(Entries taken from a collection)

--------------------------------

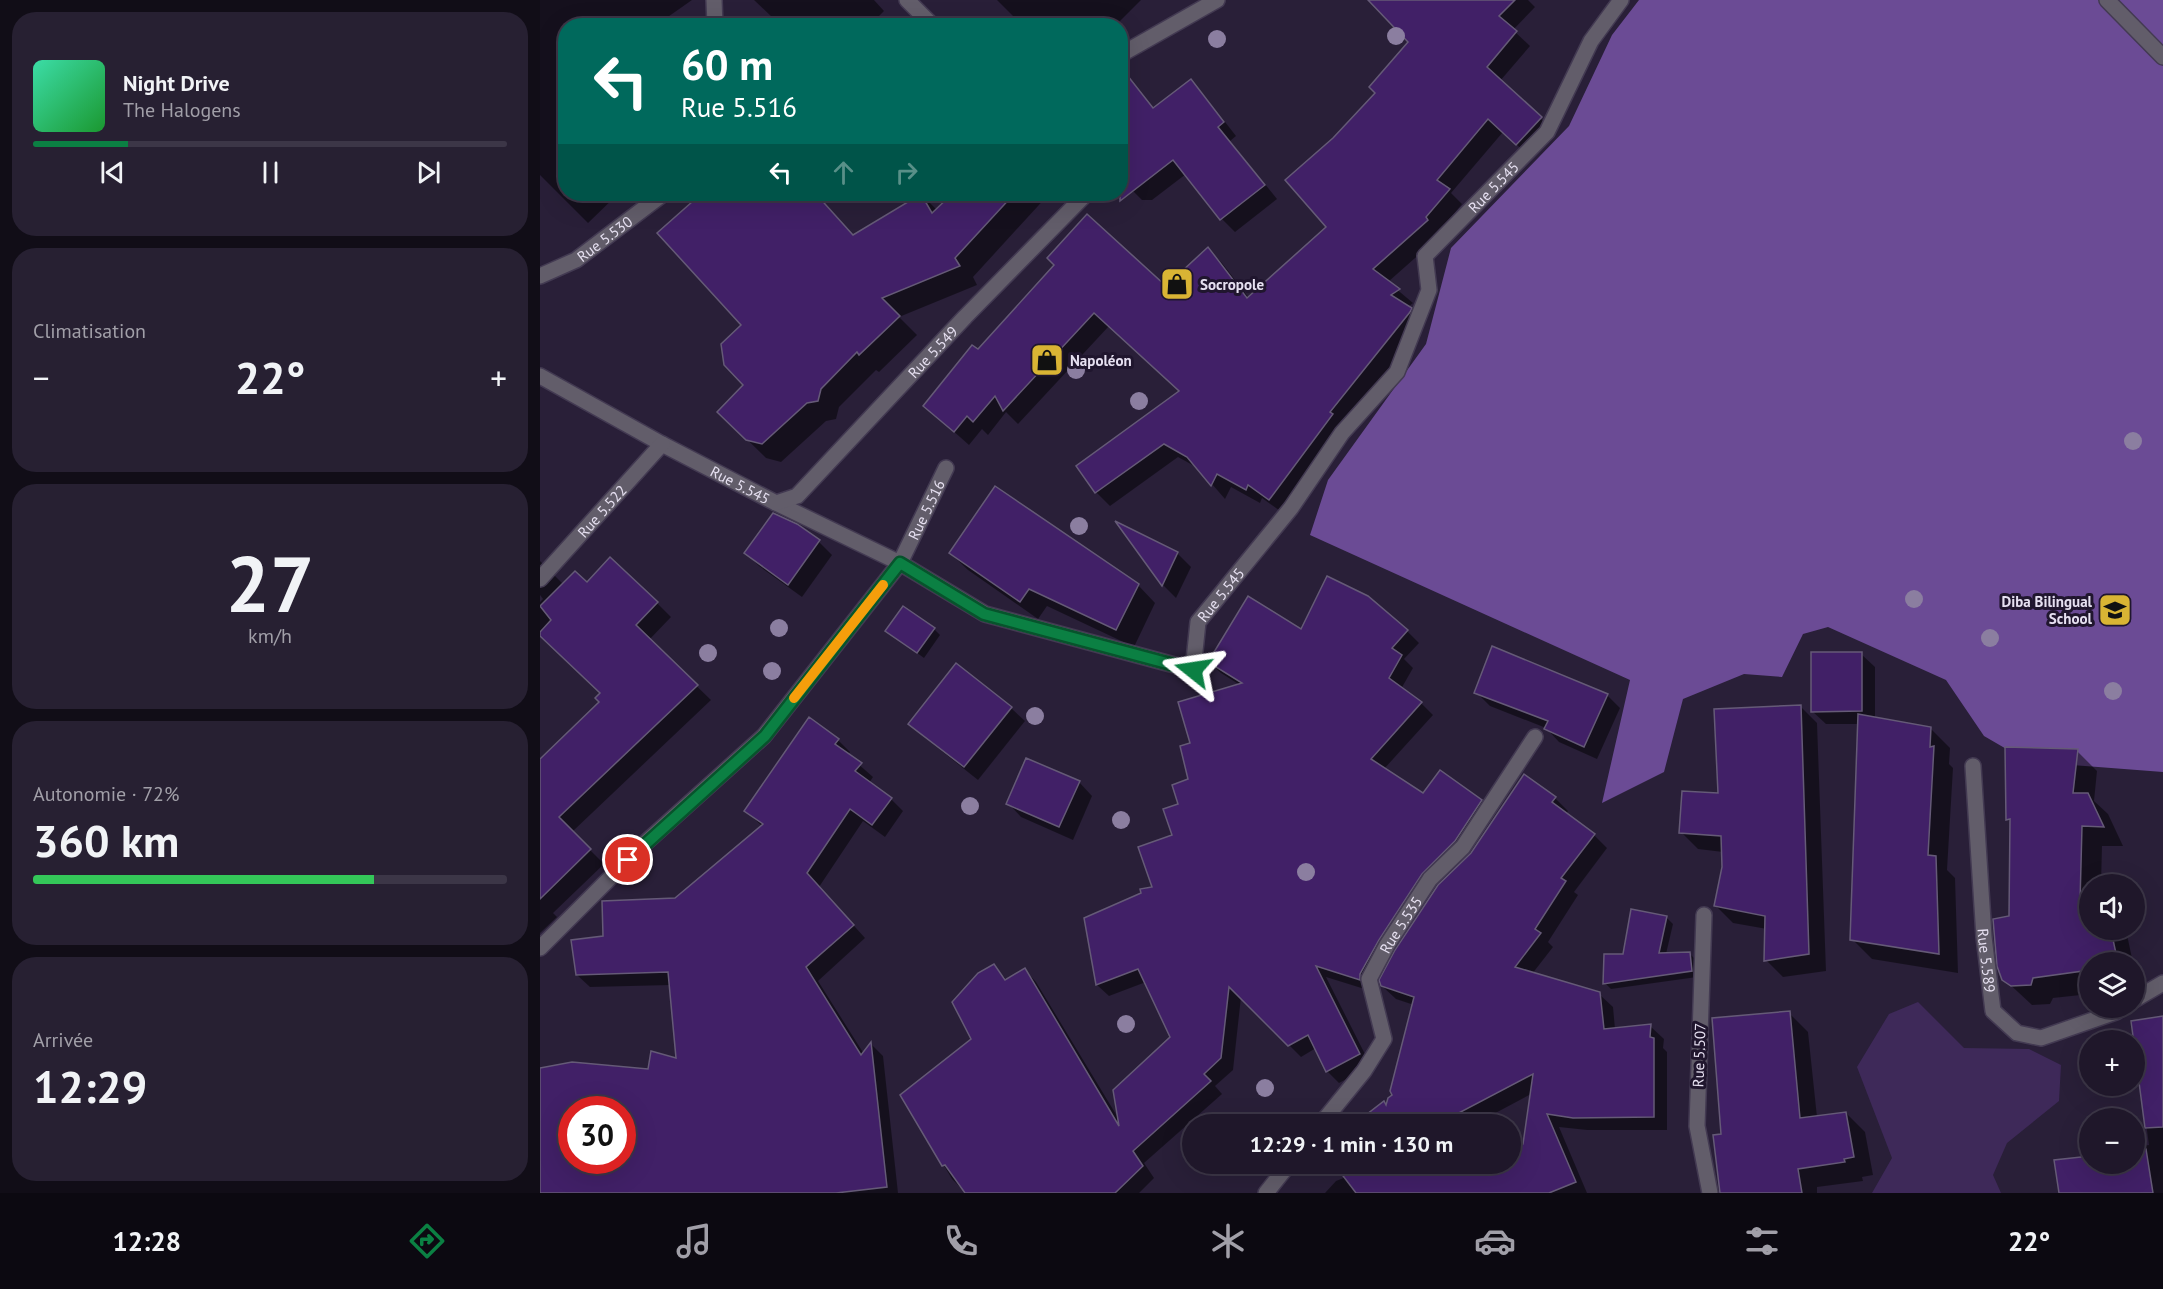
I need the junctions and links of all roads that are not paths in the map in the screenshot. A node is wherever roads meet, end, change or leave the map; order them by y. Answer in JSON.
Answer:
{"nodes":[{"id":1,"x":714,"y":0,"type":"edge"},
{"id":2,"x":907,"y":0,"type":"edge"},
{"id":3,"x":1217,"y":0,"type":"edge"},
{"id":4,"x":1620,"y":0,"type":"edge"},
{"id":5,"x":2108,"y":0,"type":"edge"},
{"id":6,"x":715,"y":18,"type":"edge"},
{"id":7,"x":925,"y":18,"type":"edge"},
{"id":8,"x":1128,"y":50,"type":"edge"},
{"id":9,"x":2163,"y":57,"type":"edge"},
{"id":10,"x":654,"y":201,"type":"edge"},
{"id":11,"x":1079,"y":201,"type":"edge"},
{"id":12,"x":540,"y":276,"type":"edge"},
{"id":13,"x":540,"y":376,"type":"edge"},
{"id":14,"x":662,"y":444,"type":"junction"},
{"id":15,"x":946,"y":468,"type":"dead end"},
{"id":16,"x":776,"y":503,"type":"junction"},
{"id":17,"x":900,"y":563,"type":"junction"},
{"id":18,"x":540,"y":579,"type":"edge"},
{"id":19,"x":1535,"y":737,"type":"dead end"},
{"id":20,"x":1973,"y":766,"type":"dead end"},
{"id":21,"x":1704,"y":915,"type":"dead end"},
{"id":22,"x":540,"y":948,"type":"edge"},
{"id":23,"x":2163,"y":983,"type":"edge"},
{"id":24,"x":2145,"y":994,"type":"edge"},
{"id":25,"x":2099,"y":1018,"type":"edge"},
{"id":26,"x":1329,"y":1114,"type":"edge"},
{"id":27,"x":1281,"y":1174,"type":"edge"},
{"id":28,"x":1266,"y":1193,"type":"edge"},
{"id":29,"x":1710,"y":1193,"type":"edge"}],
"edges":[{"from":1,"to":6,"type":"street"},
{"from":2,"to":7,"type":"street"},
{"from":3,"to":8,"type":"street"},
{"from":4,"to":17,"type":"street","name":"Rue 5.545"},
{"from":5,"to":9,"type":"street"},
{"from":10,"to":12,"type":"street","name":"Rue 5.530"},
{"from":11,"to":16,"type":"street","name":"Rue 5.549"},
{"from":13,"to":14,"type":"street","name":"Rue 5.545"},
{"from":14,"to":16,"type":"street","name":"Rue 5.545"},
{"from":14,"to":18,"type":"street","name":"Rue 5.522"},
{"from":15,"to":17,"type":"street","name":"Rue 5.516"},
{"from":16,"to":17,"type":"street","name":"Rue 5.545"},
{"from":17,"to":22,"type":"street","name":"Rue 5.516"},
{"from":19,"to":26,"type":"street","name":"Rue 5.535"},
{"from":20,"to":25,"type":"street","name":"Rue 5.589"},
{"from":21,"to":29,"type":"street","name":"Rue 5.507"},
{"from":23,"to":24,"type":"street"},
{"from":27,"to":28,"type":"street"}]}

--------------------------------

PROBLEM STATEMENT:
Every line in the data above that includes the word "Answer" should be copied.

SOLVED PROBLEM:
I need the junctions and links of all roads that are not paths in the map in the screenshot. A node is wherever roads meet, end, change or leave the map; order them by y. Answer in JSON.
Answer:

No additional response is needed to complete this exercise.